Tool vendor perspective

As a software tool vendor, you want to run a healthy business. Therefore, increasing installed base or margin is a natural objective. Your unique tool features and level of integration attract new customers.

However, system engineering environments evolve at a rapid pace. Customer requirements to tool integration are getting more stringent because of increasing adoption of model driven system engineering and the need for shorter development cycles. Interoperability becomes a topic for customer satisfaction that cannot be solved with good support alone.

  • Increase installed base of my tool
  • Handle tool diversity at acceptable cost
  • Increase customer satisfaction of users
  • Introduce new features efficiently
  • Make my tool work with other brand’s tools
  • Provide services to users
  • Set a de facto standard with my tools
Even the most comprehensive vendor will always be confronted with external tools that do not integrate with its toolset. The traditional approach of creating point-to-point integrations for each new tool works to some extent, but does not scale, as each new customer might use a different tool for which adapters need to be developed, tested and supported. As CRYSTAL shows, many leading vendors have reached the turning point where they adopt a standard for handling interoperability. By opening up their tools and provide key data to other tools, other vendors can create adapters for using that data. The burden for creating adapters is thus spread across tool vendors.

In addition, CRYSTAL uses a common neutral standard for interoperability, the IOS. This means that your tool needs only one adapter to publish its data to make it available for all other tools that share the same IOS domain or domains and the same applies for consuming data: only one adapter is required.  An IOS domain is a section of IOS that deals with a specific focus, e.g. quality management, requirements management, etc.
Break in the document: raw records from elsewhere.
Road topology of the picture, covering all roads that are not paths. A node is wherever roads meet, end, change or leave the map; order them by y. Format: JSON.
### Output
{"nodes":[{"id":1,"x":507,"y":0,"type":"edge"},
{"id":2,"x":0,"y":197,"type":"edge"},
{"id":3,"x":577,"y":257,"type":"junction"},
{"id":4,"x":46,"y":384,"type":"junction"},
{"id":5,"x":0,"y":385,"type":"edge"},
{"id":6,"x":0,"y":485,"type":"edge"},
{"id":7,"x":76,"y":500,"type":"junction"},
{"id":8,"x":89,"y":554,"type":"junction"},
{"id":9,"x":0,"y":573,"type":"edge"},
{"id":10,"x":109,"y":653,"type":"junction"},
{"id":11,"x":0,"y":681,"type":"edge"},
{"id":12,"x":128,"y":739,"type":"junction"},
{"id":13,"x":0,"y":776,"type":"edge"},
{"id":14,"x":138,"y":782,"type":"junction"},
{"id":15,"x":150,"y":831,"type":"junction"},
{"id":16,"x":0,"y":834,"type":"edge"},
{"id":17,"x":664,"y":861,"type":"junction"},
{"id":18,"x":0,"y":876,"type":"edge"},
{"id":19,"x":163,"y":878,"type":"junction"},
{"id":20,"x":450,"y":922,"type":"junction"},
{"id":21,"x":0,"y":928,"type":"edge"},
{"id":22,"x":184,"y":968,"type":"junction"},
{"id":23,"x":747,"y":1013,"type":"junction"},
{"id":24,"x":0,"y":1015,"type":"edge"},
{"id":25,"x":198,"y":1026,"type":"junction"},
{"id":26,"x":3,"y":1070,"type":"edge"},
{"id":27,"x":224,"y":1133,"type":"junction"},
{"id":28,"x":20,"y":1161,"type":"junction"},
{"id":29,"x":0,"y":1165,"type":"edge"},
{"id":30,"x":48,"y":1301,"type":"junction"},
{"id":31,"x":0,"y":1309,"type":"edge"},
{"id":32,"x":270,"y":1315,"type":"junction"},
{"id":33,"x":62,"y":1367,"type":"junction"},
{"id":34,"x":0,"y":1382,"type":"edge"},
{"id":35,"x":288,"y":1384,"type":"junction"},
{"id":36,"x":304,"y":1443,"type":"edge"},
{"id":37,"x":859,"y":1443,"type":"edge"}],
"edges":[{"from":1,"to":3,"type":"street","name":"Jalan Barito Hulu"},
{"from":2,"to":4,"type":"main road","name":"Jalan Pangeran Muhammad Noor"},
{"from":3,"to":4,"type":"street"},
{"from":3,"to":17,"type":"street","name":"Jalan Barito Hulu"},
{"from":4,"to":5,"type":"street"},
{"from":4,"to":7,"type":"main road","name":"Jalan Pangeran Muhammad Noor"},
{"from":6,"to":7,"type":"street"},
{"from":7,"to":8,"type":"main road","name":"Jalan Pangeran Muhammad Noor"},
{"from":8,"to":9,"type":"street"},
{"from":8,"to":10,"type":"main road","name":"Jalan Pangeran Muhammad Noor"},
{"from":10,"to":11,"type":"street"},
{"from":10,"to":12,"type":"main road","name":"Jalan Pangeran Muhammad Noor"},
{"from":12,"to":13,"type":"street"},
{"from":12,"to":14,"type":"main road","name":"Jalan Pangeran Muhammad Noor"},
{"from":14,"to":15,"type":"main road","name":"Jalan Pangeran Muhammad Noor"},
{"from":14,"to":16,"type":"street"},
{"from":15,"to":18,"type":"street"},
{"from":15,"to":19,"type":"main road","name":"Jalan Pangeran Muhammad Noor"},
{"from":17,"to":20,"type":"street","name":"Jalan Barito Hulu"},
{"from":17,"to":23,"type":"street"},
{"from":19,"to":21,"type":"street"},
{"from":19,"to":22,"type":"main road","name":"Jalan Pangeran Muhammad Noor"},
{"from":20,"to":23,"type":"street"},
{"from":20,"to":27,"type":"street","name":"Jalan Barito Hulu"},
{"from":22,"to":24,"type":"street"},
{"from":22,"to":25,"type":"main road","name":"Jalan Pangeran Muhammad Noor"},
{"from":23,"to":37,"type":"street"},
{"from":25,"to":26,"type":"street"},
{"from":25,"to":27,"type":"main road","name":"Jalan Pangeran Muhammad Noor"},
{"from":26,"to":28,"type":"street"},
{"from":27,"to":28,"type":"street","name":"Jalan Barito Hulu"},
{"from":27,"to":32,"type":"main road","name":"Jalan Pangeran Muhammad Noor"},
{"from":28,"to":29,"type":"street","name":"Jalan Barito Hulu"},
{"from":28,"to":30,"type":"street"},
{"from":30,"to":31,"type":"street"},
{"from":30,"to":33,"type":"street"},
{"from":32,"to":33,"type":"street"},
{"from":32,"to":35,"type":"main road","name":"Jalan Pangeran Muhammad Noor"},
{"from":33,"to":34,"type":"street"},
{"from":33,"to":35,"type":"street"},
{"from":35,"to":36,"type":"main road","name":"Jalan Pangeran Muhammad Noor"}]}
Finally, as a tool vendor, you want to be able to offer innovative features, so, reducing the effort need for solving interoperability issues, enables you to focus your investment in providing customer with new and innovative services.

Figure: Crystal Interoperability approach using n:n adapters and a common IOS language (in blue colour)

“Today’s challenges in safety-critical systems engineering cannot be addressed by just one single-vendor tool chain because of the multiple engineering disciplines that are involved in the development process of such complex systems. A truly interoperable tool chain addresses the specific needs in each engineering discipline through best-of-breed capabilities while ensuring seamless integration of the results.”

“Our product development strategy at PTC now includes the use of OSLC as open and standardized approach to future-proof tool integrations. Our new OSLC-based interfaces will not only provide better tool interoperability for our customers and partners, but also allow us to shift the energies that we previously spent on tool-specific integrations to the implementation of new innovative functionalities.” (Christoph Bräuchle - PTC, Development Director)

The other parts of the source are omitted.